Napoli è al centro di un’allerta sanitaria: dall’inizio del 2026, i casi di epatite A in Campania sono aumentati sensibilmente, raggiungendo quota 133 segnalazioni, con un picco evidente nella città partenopea e nelle province limitrofe. La situazione ha spinto le autorità sanitarie a intensificare i controlli, in particolare sui frutti di mare e sui molluschi bivalvi, possibili veicoli del virus.

La Situazione Ospedaliera

Gli ospedali napoletani, in particolare l’Ospedale Cotugno, stanno registrando un aumento dei ricoveri per epatite A. Al momento, decine di pazienti sono sotto osservazione, con alcuni reparti a pieno regime a causa dell’emergenza. Le autorità locali monitorano attentamente la situazione per evitare un’ulteriore diffusione del contagio.

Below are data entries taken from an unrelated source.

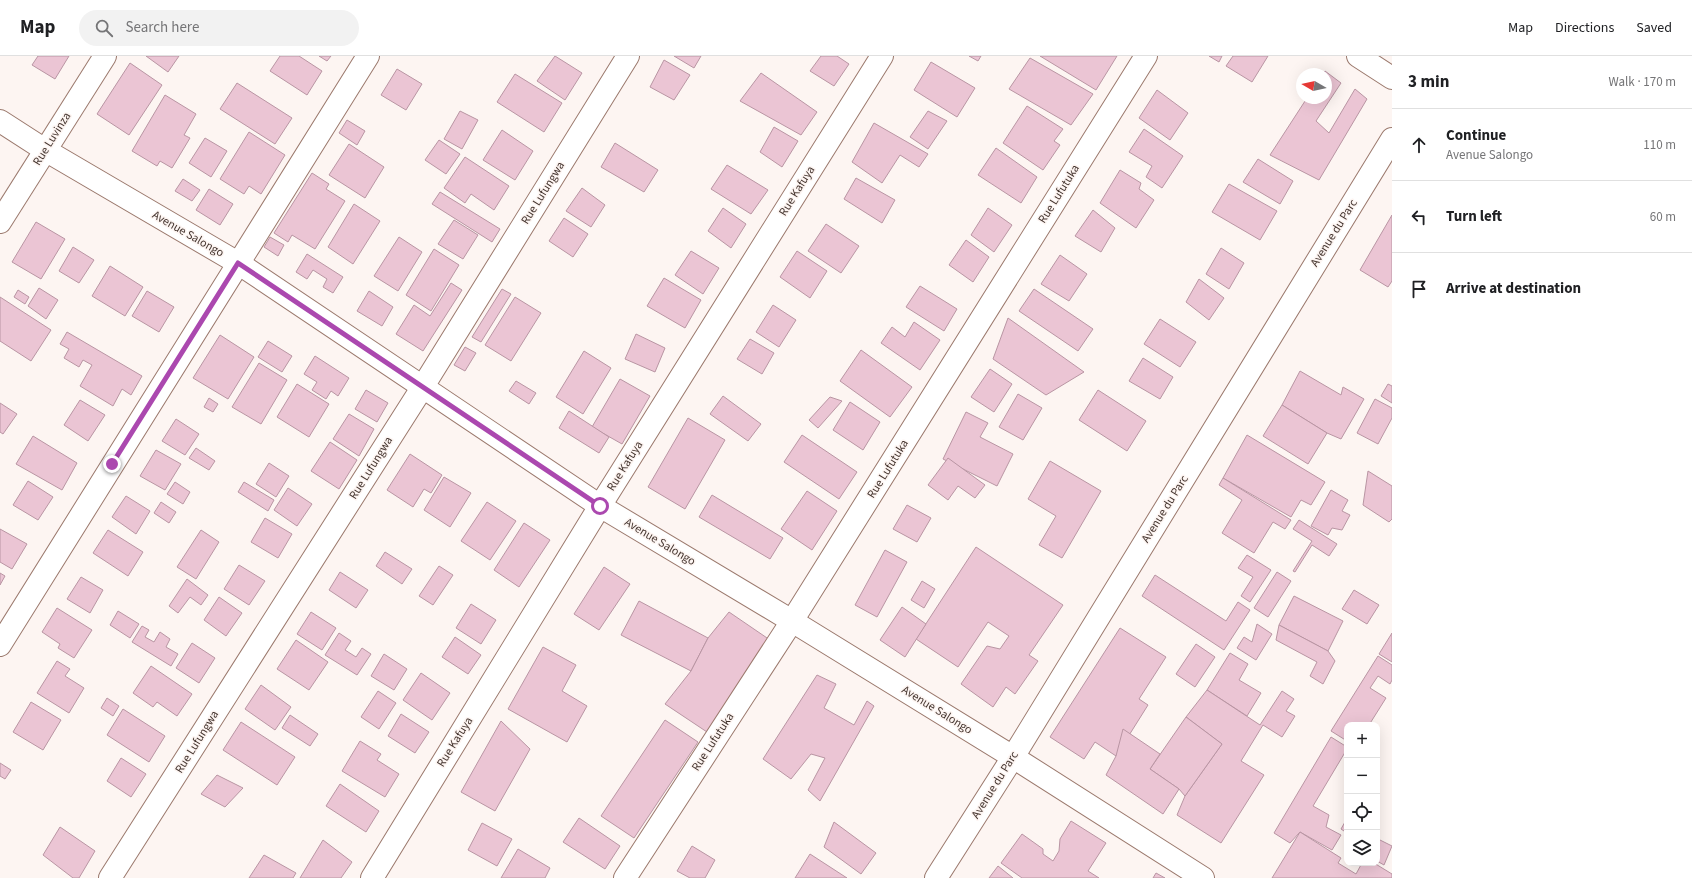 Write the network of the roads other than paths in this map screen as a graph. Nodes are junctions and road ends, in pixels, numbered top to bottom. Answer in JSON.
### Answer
{"nodes":[{"id":1,"x":105,"y":56,"type":"edge"},
{"id":2,"x":368,"y":56,"type":"edge"},
{"id":3,"x":628,"y":56,"type":"edge"},
{"id":4,"x":882,"y":56,"type":"edge"},
{"id":5,"x":1146,"y":56,"type":"edge"},
{"id":6,"x":1358,"y":56,"type":"edge"},
{"id":7,"x":1392,"y":78,"type":"edge"},
{"id":8,"x":0,"y":121,"type":"edge"},
{"id":9,"x":1392,"y":139,"type":"edge"},
{"id":10,"x":45,"y":150,"type":"junction"},
{"id":11,"x":0,"y":222,"type":"edge"},
{"id":12,"x":238,"y":263,"type":"junction"},
{"id":13,"x":422,"y":388,"type":"junction"},
{"id":14,"x":600,"y":506,"type":"junction"},
{"id":15,"x":792,"y":621,"type":"junction"},
{"id":16,"x":0,"y":645,"type":"edge"},
{"id":17,"x":1013,"y":757,"type":"junction"},
{"id":18,"x":110,"y":878,"type":"edge"},
{"id":19,"x":372,"y":878,"type":"edge"},
{"id":20,"x":624,"y":878,"type":"edge"},
{"id":21,"x":936,"y":878,"type":"edge"},
{"id":22,"x":1203,"y":878,"type":"edge"}],
"edges":[{"from":1,"to":10,"type":"street","name":"Rue Luvinza"},
{"from":2,"to":12,"type":"street"},
{"from":3,"to":13,"type":"street","name":"Rue Lufungwa"},
{"from":4,"to":14,"type":"street","name":"Rue Kafuya"},
{"from":5,"to":15,"type":"street","name":"Rue Lufutuka"},
{"from":6,"to":7,"type":"street"},
{"from":8,"to":10,"type":"street","name":"Avenue Salongo"},
{"from":9,"to":17,"type":"street","name":"Avenue du Parc"},
{"from":10,"to":11,"type":"street","name":"Rue Luvinza"},
{"from":10,"to":12,"type":"street","name":"Avenue Salongo"},
{"from":12,"to":13,"type":"street","name":"Avenue Salongo"},
{"from":12,"to":16,"type":"street"},
{"from":13,"to":14,"type":"street","name":"Avenue Salongo"},
{"from":13,"to":18,"type":"street","name":"Rue Lufungwa"},
{"from":14,"to":15,"type":"street","name":"Avenue Salongo"},
{"from":14,"to":19,"type":"street","name":"Rue Kafuya"},
{"from":15,"to":17,"type":"street","name":"Avenue Salongo"},
{"from":15,"to":20,"type":"street","name":"Rue Lufutuka"},
{"from":17,"to":21,"type":"street","name":"Avenue du Parc"},
{"from":17,"to":22,"type":"street","name":"Avenue Salongo"}]}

Cause e Modalità di Trasmissione

L’epatite A è una malattia virale che colpisce il fegato e si trasmette principalmente per via oro-fecale, cioè tramite alimenti o acqua contaminati da feci infette. Il consumo di frutti di mare crudi o poco cotti è sospettato di essere tra le principali cause dei casi registrati a Napoli. Il virus può avere un periodo di incubazione anche di alcune settimane, rendendo difficile individuare subito il contagio.

Sintomi dell’Epatite A

I sintomi più comuni includono:

  • febbre e nausea
  • ittero (colorazione gialla di pelle e occhi)
  • urine scure e feci chiare
  • affaticamento e dolore addominale

È importante consultare un medico se si sospetta di aver contratto il virus, soprattutto se si è consumato cibo a rischio o si è stati in contatto con persone contagiate.

Raccomandazioni delle Autorità

Per contenere l’epidemia, le autorità sanitarie della Campania hanno emanato alcune indicazioni:

  • Evitare il consumo di frutti di mare crudi o poco cotti.
  • Lavare accuratamente frutta, verdura e mani prima dei pasti.
  • Seguire con attenzione eventuali aggiornamenti dei controlli alimentari da parte della Regione Campania.
  • Considerare la vaccinazione per chi rientra nelle categorie a rischio, su indicazione del medico.

Le autorità rassicurano che, seguendo queste precauzioni, è possibile ridurre significativamente il rischio di contagio.